For the primary winding n ₁ , the DC resistance must be limited to about 10mΩ, since with a maximum current of 16 A, a power loss of about 2.5 W is already generated. Low DC resistance means a small number of turns combined with a correspondingly large wire cross-section. Dimensioning has shown that with a core diameter of 20 mm and a primary winding number of 12 about 10 to 20 mW power can be transmitted. This is sufficient for power-saving design completely to supply the electronics. However, with this relatively low performance, it may no longer be possible to have an in 1 shown monostable relay 8th to keep tightened with NO contact. Nevertheless, to be able to work with a relay as a switching device, the following two options are available:

• • Using a bistable relay 10 as a switching device, as in 3 shown. The bistable relay 10 remains after switching off the excitation quantity in the achieved switching state. To return another suitable excitation process or current pulse (for example, driving the backward coil) is necessary. Disadvantage: Bistable relays are more expensive than monostable relays.
• • Use of a monostable relay 9 with normally closed contact as switching device, as in 2 shown. When the relay is de-energized (rest position), the relay contact is closed. When the contact is open (= relay energized), the relay becomes monostable 9 supplied from the more powerful capacitive power supply (capacitor power supply). With closed contact (= relay dropped), the current transformer takes over 7 the supply.

Of course, in all embodiments, a resistive power supply can be used instead of a capacitive power supply, wherein the mains capacitor C _{network is} replaced by an ohmic resistance. Of course, the current transformer 7 in all variants also between switching device and connection 2 be arranged.

C _Loading

charging capacitor

C _network

power capacitor

D ₁

diode

D ₂

diode

D ₃

Zener diode

D ₄

diode

L

phase

N

neutral

n ₁

primary

n ₂

secondary winding

1

first connection

2

second connection

3

electronic switchgear

4

load

5

Semiconductor switches

6

fuse

7

Power converter

8th

Monostable Relay with normally open contact

9

Monostable Relay with normally closed contact

10

bistable relay

Claims (4)

Power supply device for a 2-wire installation device, which has a first connection ( 1 ) for one phase (L) and a second connection ( 2 ) for a load ( 4 ), the load ( 4 ) is connected on the other hand to the neutral conductor (N), wherein a switching device ( 8th . 9 . 10 ) between both terminals ( 1 . 2 ) and wherein a capacitive power supply (C _mains , C _charging , D ₁ , D ₂ , D ₃ ) or resistive power supply with both poles of the switching device ver is tied and serves to supply the electronics of the installation device with open switching device, characterized in that a current transformer ( 7 ) between the switching device ( 8th . 9 . 10 ) and a connection ( 1 . 2 ) is arranged and used to supply the electronics of the installation device with a closed switchgear. Power supply device according to claim 1, characterized in that the current transformer ( 7 ) with its primary winding (n ₁ ) between switching device ( 8th . 9 . 10 ) and a connection ( 1 . 2 ) is switched.

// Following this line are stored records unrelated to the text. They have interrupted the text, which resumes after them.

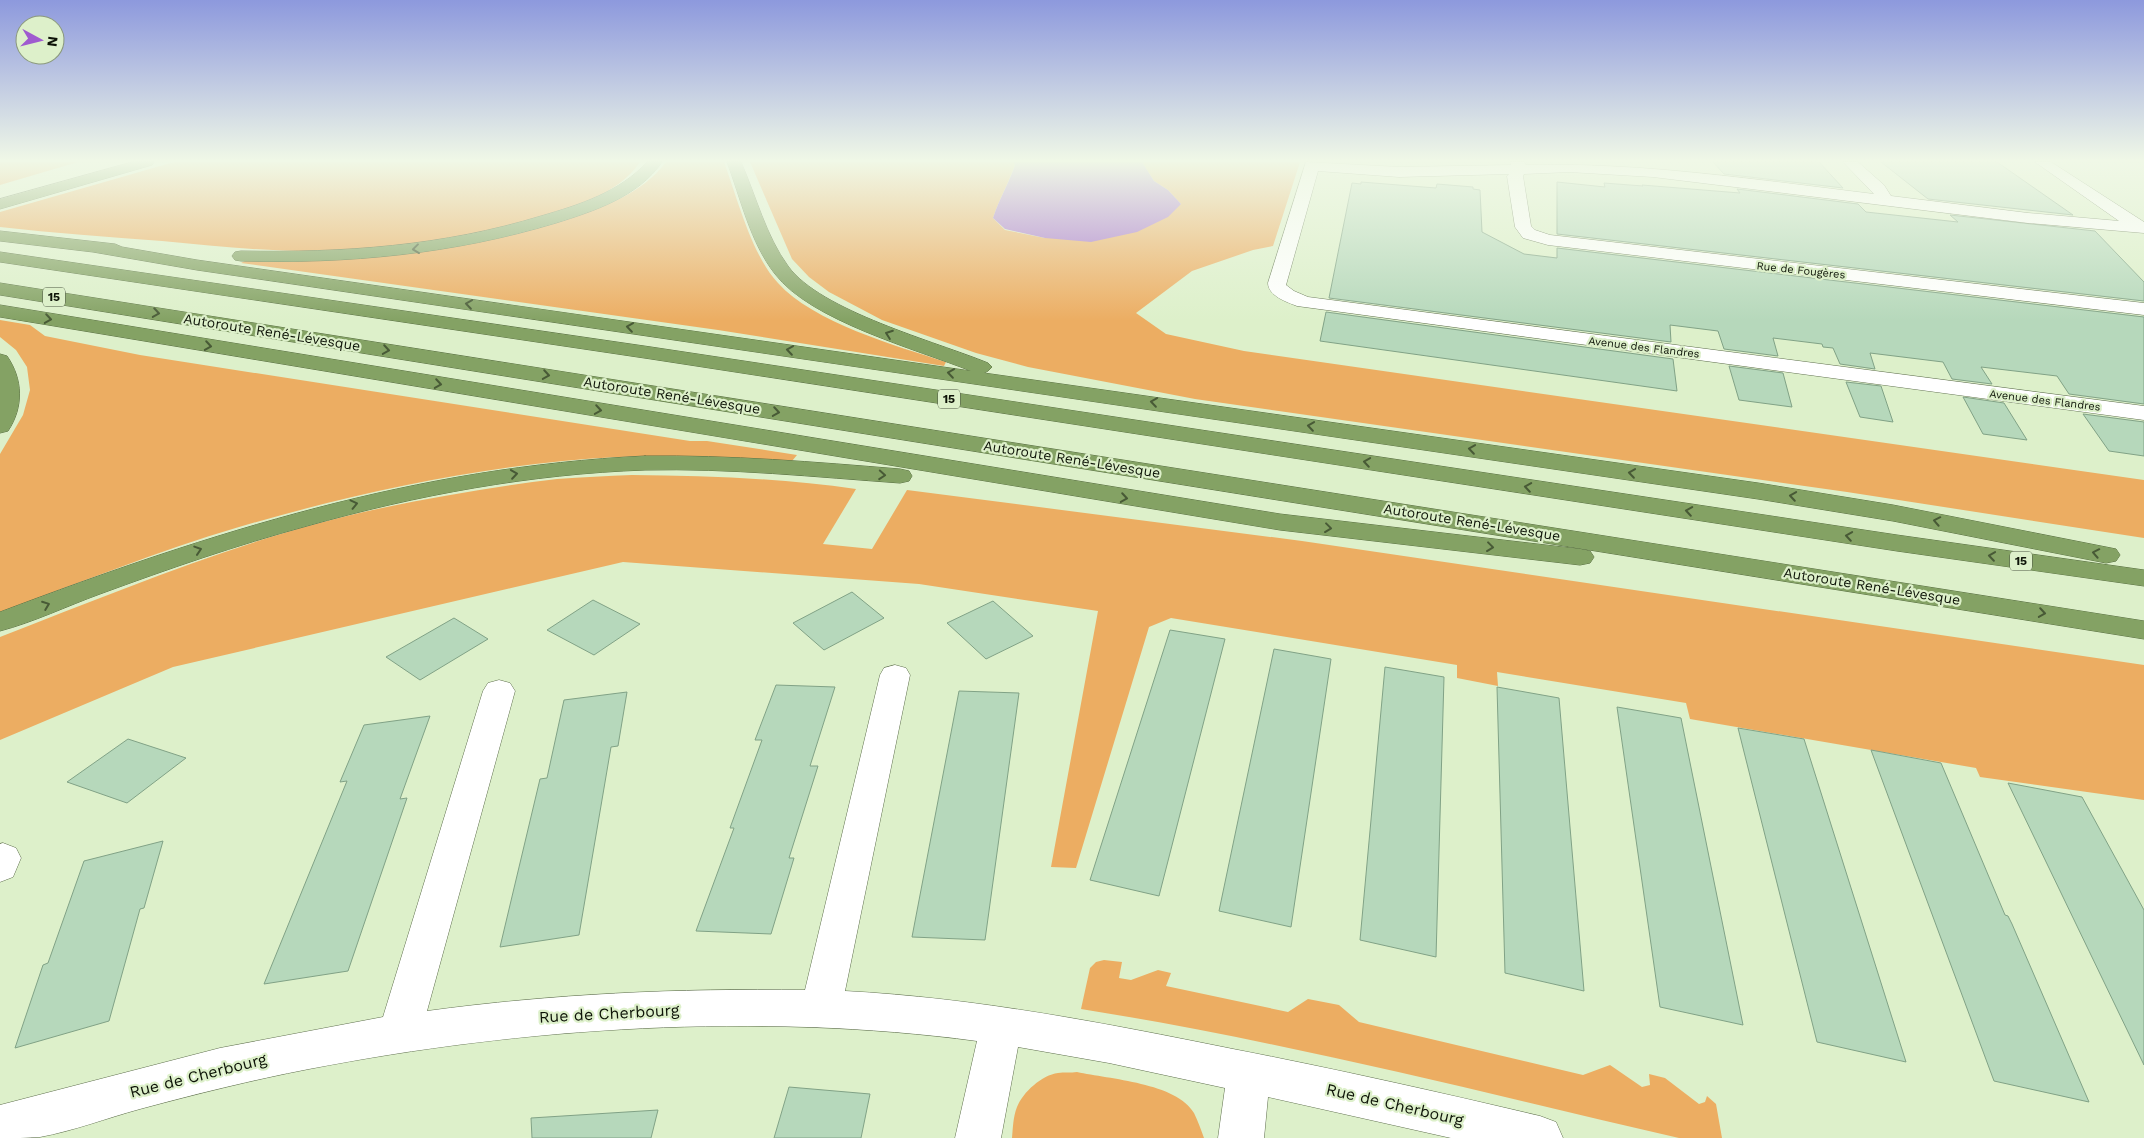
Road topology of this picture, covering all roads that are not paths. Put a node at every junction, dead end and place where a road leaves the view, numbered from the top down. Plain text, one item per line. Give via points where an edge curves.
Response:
1 (562, 215) edge
2 (756, 215) edge
3 (1297, 215) edge
4 (1521, 215) edge
5 (2006, 215) edge
6 (2122, 215) edge
7 (2143, 229) edge
8 (0, 236) edge
9 (99, 248) junction
10 (0, 257) edge
11 (0, 288) edge
12 (2144, 309) edge
13 (0, 312) edge
14 (0, 360) edge
15 (1017, 383) junction
16 (2144, 413) edge
17 (0, 426) edge
18 (1076, 490) junction
19 (2144, 563) edge
20 (2144, 578) edge
21 (1994, 606) junction
22 (0, 622) edge
23 (2144, 630) edge
24 (895, 675) dead end
25 (499, 691) dead end
26 (820, 1008) junction
27 (1002, 1024) junction
28 (399, 1035) junction
29 (1249, 1072) junction
30 (0, 1127) edge
31 (978, 1138) edge
32 (1241, 1138) edge
33 (1540, 1138) edge

1 -> 9 highway via 516,229 433,246 370,254 235,256
15 -> 2 highway via 952,355 868,326 800,288 773,257
3 - 16 street, Avenue des Flandres via 1277,287 1304,302
4 - 12 street, Rue de Fougères via 1523,227 1529,234 1548,240
5 - 7 street
6 - 7 street
8 - 9 highway
15 -> 9 highway via 197,265
20 -> 10 highway, 15
11 -> 21 highway, Autoroute René-Lévesque / 15
13 -> 18 highway
14 - 17 highway via 8,376 10,392
19 -> 15 highway via 1806,498
18 -> 21 highway via 1280,522
22 -> 18 highway via 133,572 280,524 427,489 550,470 644,463 738,464
21 -> 23 highway, Autoroute René-Lévesque / 15
24 - 26 street
25 - 28 street
26 - 27 street, Rue de Cherbourg
26 - 28 street, Rue de Cherbourg via 697,1008 545,1016
27 - 29 street, Rue de Cherbourg
27 - 31 street
28 - 30 street, Rue de Cherbourg via 221,1068
29 - 32 street
29 - 33 street, Rue de Cherbourg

Power supply device according to claim 1, characterized in that the current transformer has a core made of highly permeable material, the electrical conductor between switching device ( 8th . 9 . 10 ) and a connection ( 1 . 2 ) and which carries a secondary winding (n ₂ ). Power supply device according to one of the preceding claims, characterized in that the current transformer ( 7 ) is applied via its secondary winding (n ₂ ) and a rectifier unit to a charging capacitor (C _charging ) of the capacitive or resistive power supply.